Existen muchas razones por las que disfrutamos un buen cigarro. A veces nos proporciona un sentido de placer al celebrar el nacimiento de un hijo, un matrimonio, un ascenso, o simplemente complementar una buena comida. Encender un cigarro especial, destapar una botella de buen vino o champagne, todos representan para nosotros la búsqueda de la buena vida.
Fumar cigarros tiene diferentes significados para la gente que los fuma. Para algunos, representa el símbolo de un status que antaño estaba reservado para la aristocracia y los ricos. Hoy en día, toda clase de hombre puede disfrutar de un buen cigarro igual que una botella de buen vino, una cerveza holandesa importada, o whisky escocés añejo. Para el profesional joven, que ha tenido éxito, fumar cigarros es un modo de demostrar uno de los símbolos de su éxito e individualismo.
Desde el presidente de una corporación, al actor de Hollywood, al profesional joven así como el ciudadano común, pueden todos disfrutar un buen cigarro. ¿Y por qué no? Si su presupuesto no permite el consumo de cigarros caros en forma regular, entonces se puede disfrutar un buen cigarro de entre los menos caros.
A un nivel más introspectivo, un buen cigarro nos brinda el solaz requerido cuando estamos solos al final del día. Disfrutamos la soledad en compañía de un cigarro al pasar ese momento de reflexión y contemplación que nos ayuda a estar en paz con nosotros mismos.
No hay duda que la mística de un buen cigarro ha proporcionado deleite espiritual a los fumadores por más de 150 años. En el agitado mundo de hoy, donde la palabra stress se ha convertido en parte indispensable del mundo contemporáneo de alta tecnología en que vivimos, un buen cigarro después de la comida ha llegado a simbolizar una forma de consuelo y compañerismo confortantes.

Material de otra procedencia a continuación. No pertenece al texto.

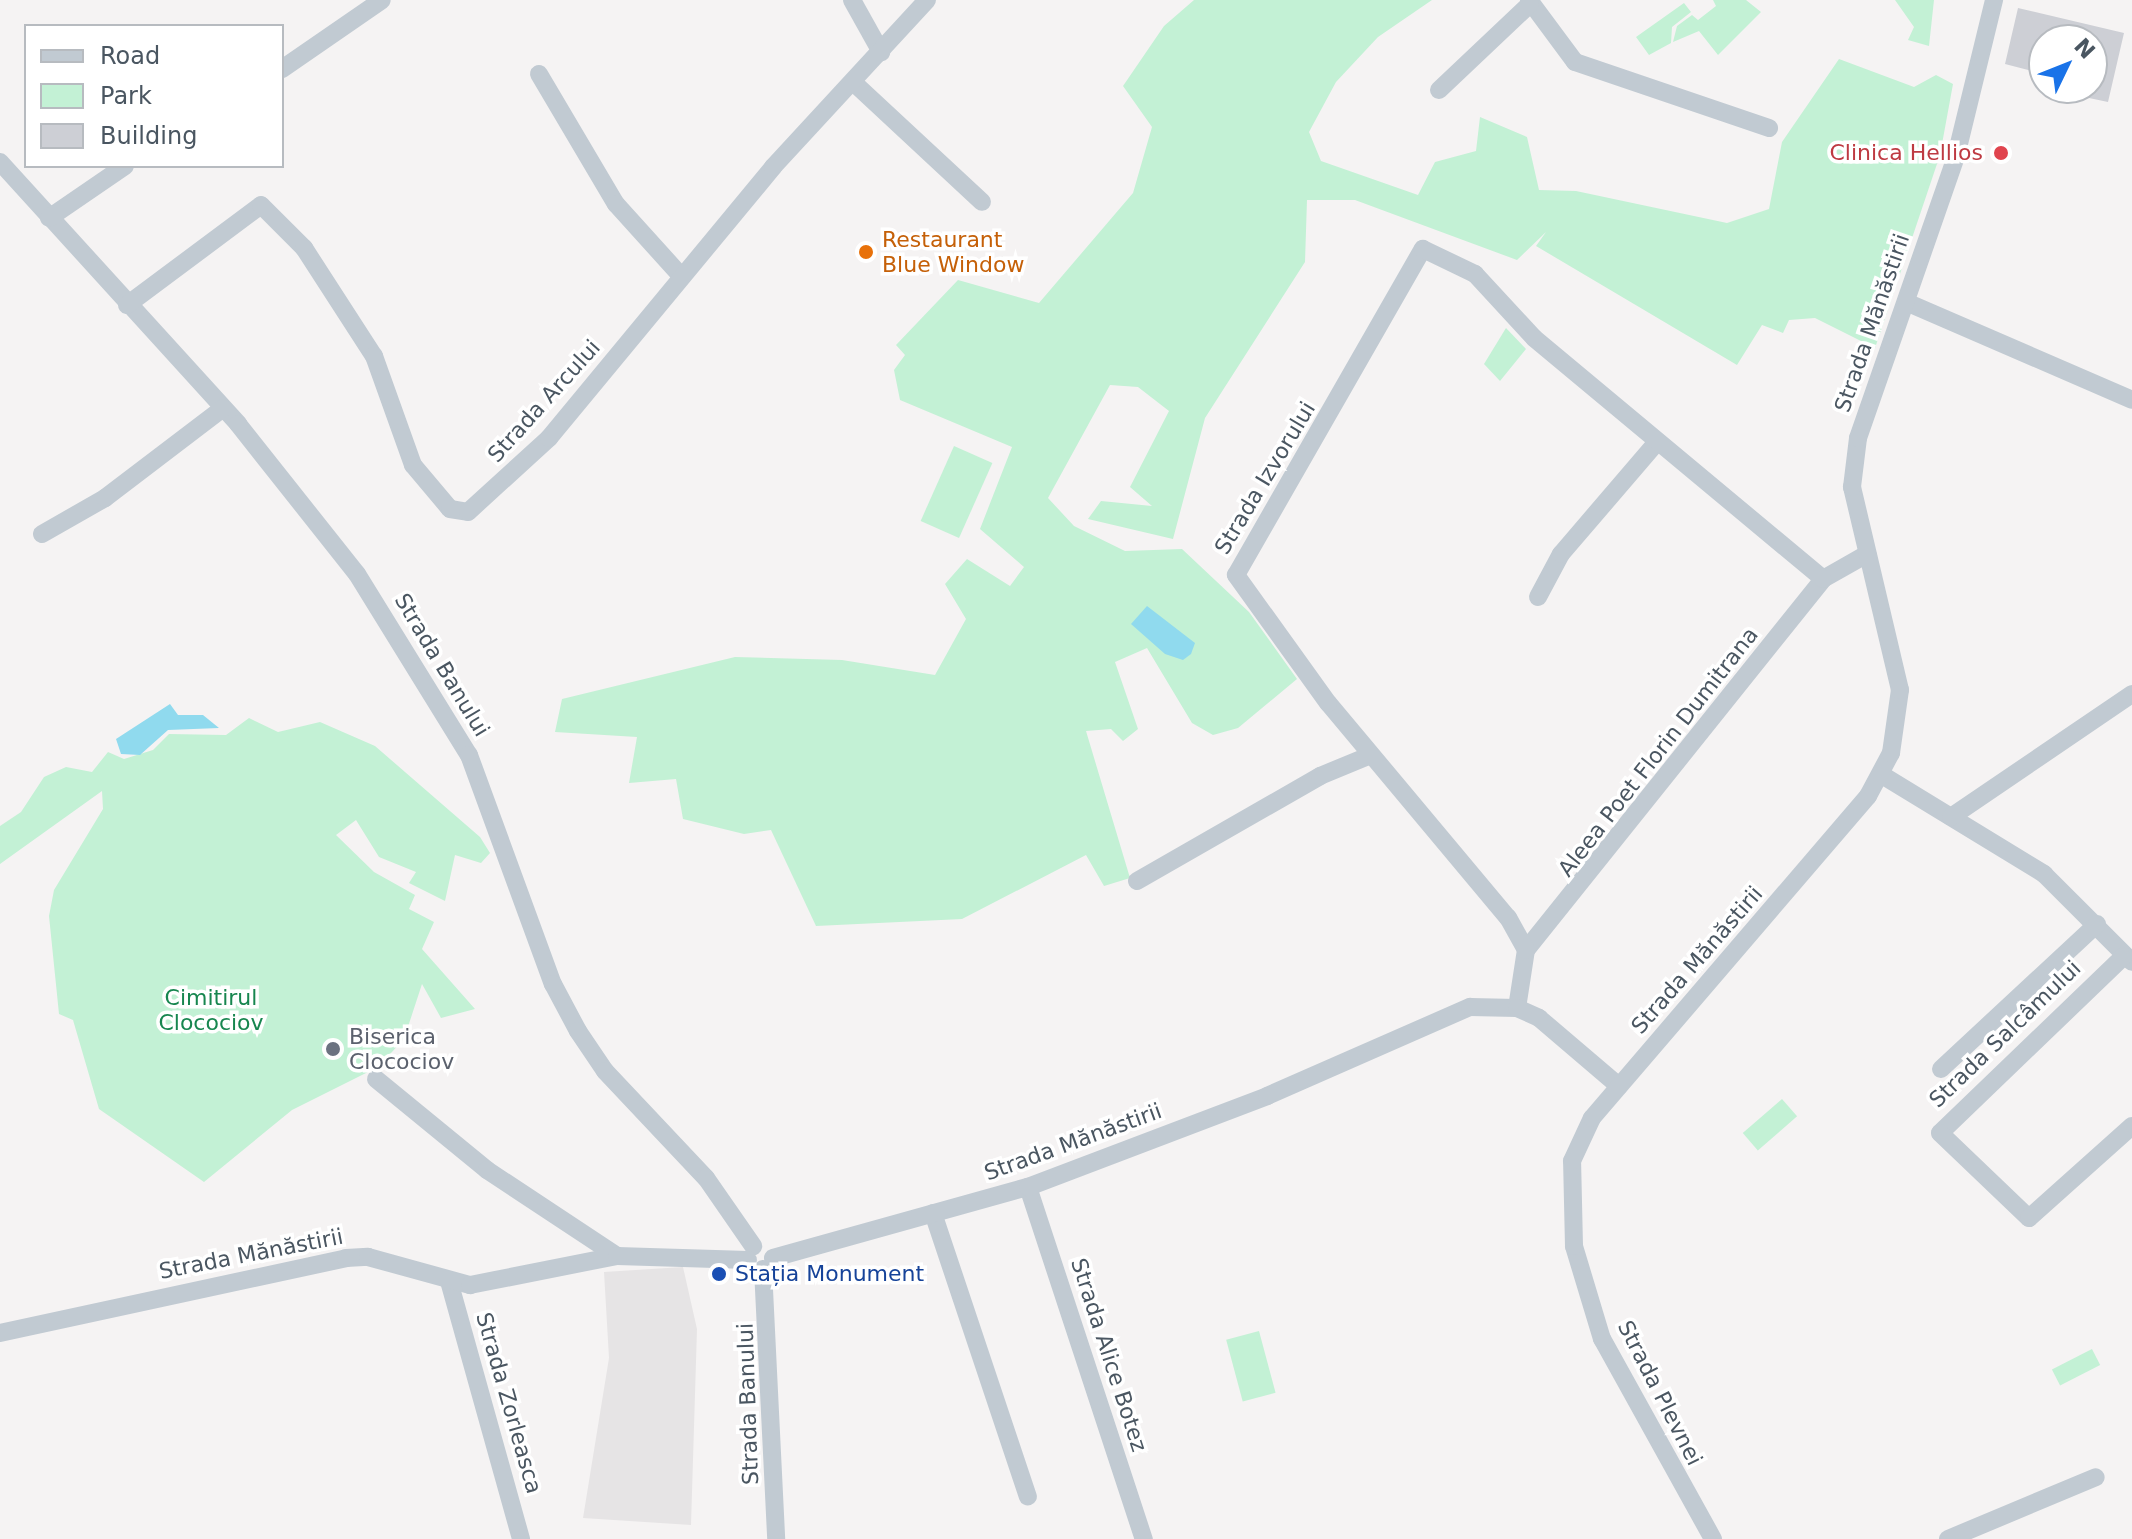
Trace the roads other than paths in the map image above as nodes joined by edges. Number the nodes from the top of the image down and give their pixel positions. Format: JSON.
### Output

Afortunadamente, el consumo de cigarros ha trascendido las fronteras sociales, culturales, económicas y políticas. En ausencia de la convergencia de puntos de vista cordiales en la escena del mundo político de los últimos cincuenta años, los buenos cigarros, especialmente los habanos, han llegado a representar uno de los pocos denominadores comunes entre la gente de difernte orientación y persuación políticas.